» Assignment:
What is needed is an exact copy of every entry below, with the pictures left out.

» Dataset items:
- Opening Delimiter -
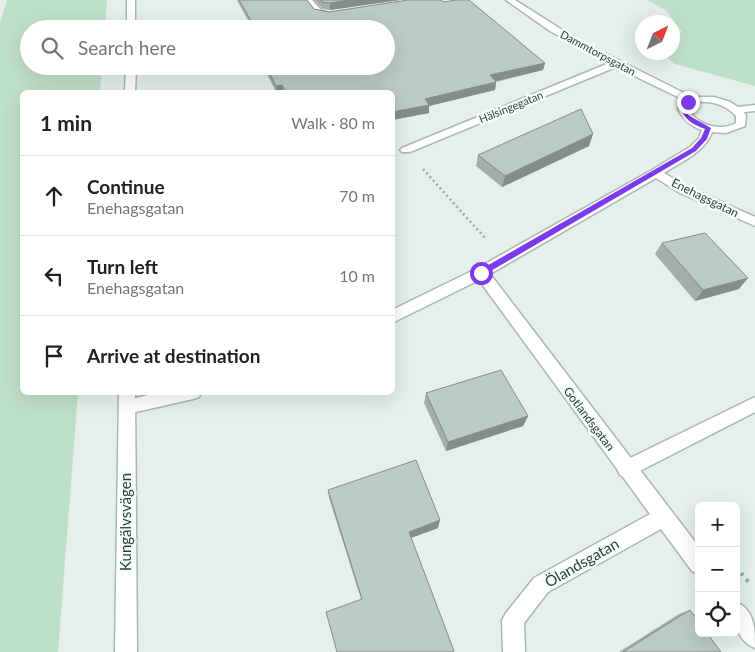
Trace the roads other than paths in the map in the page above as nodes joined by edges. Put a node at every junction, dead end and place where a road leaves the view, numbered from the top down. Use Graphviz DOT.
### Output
graph roads {
  1 [pos="131,0"];
  2 [pos="307,0"];
  3 [pos="510,0"];
  4 [pos="338,14"];
  5 [pos="131,20"];
  6 [pos="616,64"];
  7 [pos="131,75"];
  8 [pos="130,90"];
  9 [pos="691,100"];
  10 [pos="755,108"];
  11 [pos="736,110"];
  12 [pos="708,128"];
  13 [pos="406,150"];
  14 [pos="656,173"];
  15 [pos="755,222"];
  16 [pos="481,273"];
  17 [pos="395,316"];
  18 [pos="168,395"];
  19 [pos="127,400"];
  20 [pos="755,404"];
  21 [pos="626,469"];
  22 [pos="663,517"];
  23 [pos="695,559"];
  24 [pos="740,617"];
  25 [pos="755,637"];
  26 [pos="126,652"];
  27 [pos="514,652"];
  1 -- 5 [label="street"];
  2 -- 4 [label="street"];
  3 -- 6 [label="street, Dammtorpsgatan"];
  6 -- 9 [label="street, Dammtorpsgatan"];
  6 -- 13 [label="street, Hälsingegatan"];
  7 -- 8 [label="street"];
  9 -- 11 [label="street"];
  9 -- 12 [label="street"];
  10 -- 11 [label="street"];
  11 -- 12 [label="street"];
  12 -- 14 [label="street, Enehagsgatan"];
  14 -- 15 [label="street, Enehagsgatan"];
  14 -- 16 [label="street, Enehagsgatan"];
  16 -- 17 [label="street, Enehagsgatan"];
  16 -- 21 [label="street, Gotlandsgatan"];
  18 -- 19 [label="street"];
  19 -- 26 [label="street, Kungälvsvägen"];
  20 -- 21 [label="street"];
  21 -- 22 [label="street, Gotlandsgatan"];
  22 -- 23 [label="street, Gotlandsgatan"];
  22 -- 27 [label="street, Ölandsgatan"];
  24 -- 25 [label="street"];
}
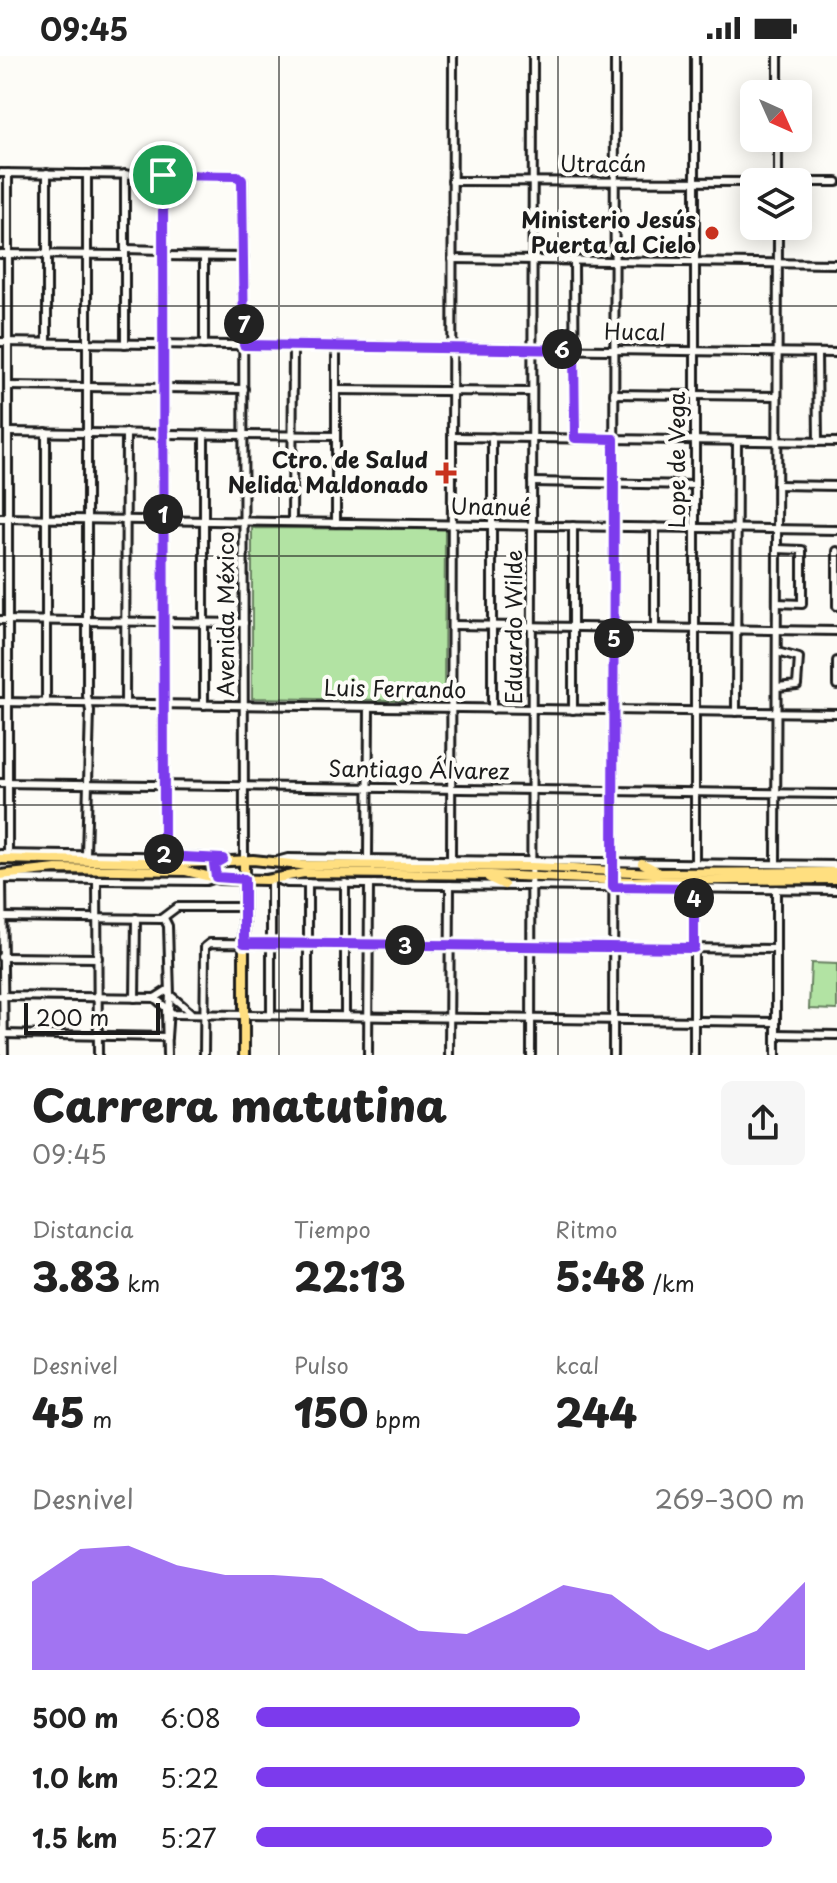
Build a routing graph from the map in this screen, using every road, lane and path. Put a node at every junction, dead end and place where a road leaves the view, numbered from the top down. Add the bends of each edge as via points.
- Closing Delimiter -
» Answer section:
Trace the roads other than paths in the map in the page above as nodes joined by edges. Put a node at every junction, dead end and place where a road leaves the view, numbered from the top down. Use Graphviz DOT.
### Output
graph roads {
  1 [pos="131,0"];
  2 [pos="307,0"];
  3 [pos="510,0"];
  4 [pos="338,14"];
  5 [pos="131,20"];
  6 [pos="616,64"];
  7 [pos="131,75"];
  8 [pos="130,90"];
  9 [pos="691,100"];
  10 [pos="755,108"];
  11 [pos="736,110"];
  12 [pos="708,128"];
  13 [pos="406,150"];
  14 [pos="656,173"];
  15 [pos="755,222"];
  16 [pos="481,273"];
  17 [pos="395,316"];
  18 [pos="168,395"];
  19 [pos="127,400"];
  20 [pos="755,404"];
  21 [pos="626,469"];
  22 [pos="663,517"];
  23 [pos="695,559"];
  24 [pos="740,617"];
  25 [pos="755,637"];
  26 [pos="126,652"];
  27 [pos="514,652"];
  1 -- 5 [label="street"];
  2 -- 4 [label="street"];
  3 -- 6 [label="street, Dammtorpsgatan"];
  6 -- 9 [label="street, Dammtorpsgatan"];
  6 -- 13 [label="street, Hälsingegatan"];
  7 -- 8 [label="street"];
  9 -- 11 [label="street"];
  9 -- 12 [label="street"];
  10 -- 11 [label="street"];
  11 -- 12 [label="street"];
  12 -- 14 [label="street, Enehagsgatan"];
  14 -- 15 [label="street, Enehagsgatan"];
  14 -- 16 [label="street, Enehagsgatan"];
  16 -- 17 [label="street, Enehagsgatan"];
  16 -- 21 [label="street, Gotlandsgatan"];
  18 -- 19 [label="street"];
  19 -- 26 [label="street, Kungälvsvägen"];
  20 -- 21 [label="street"];
  21 -- 22 [label="street, Gotlandsgatan"];
  22 -- 23 [label="street, Gotlandsgatan"];
  22 -- 27 [label="street, Ölandsgatan"];
  24 -- 25 [label="street"];
}
Build a routing graph from the map in this screen, using every road, lane and path. Put a node at every junction, dead end and place where a road leaves the view, numbered from the top down. Add the bends of each edge as via points.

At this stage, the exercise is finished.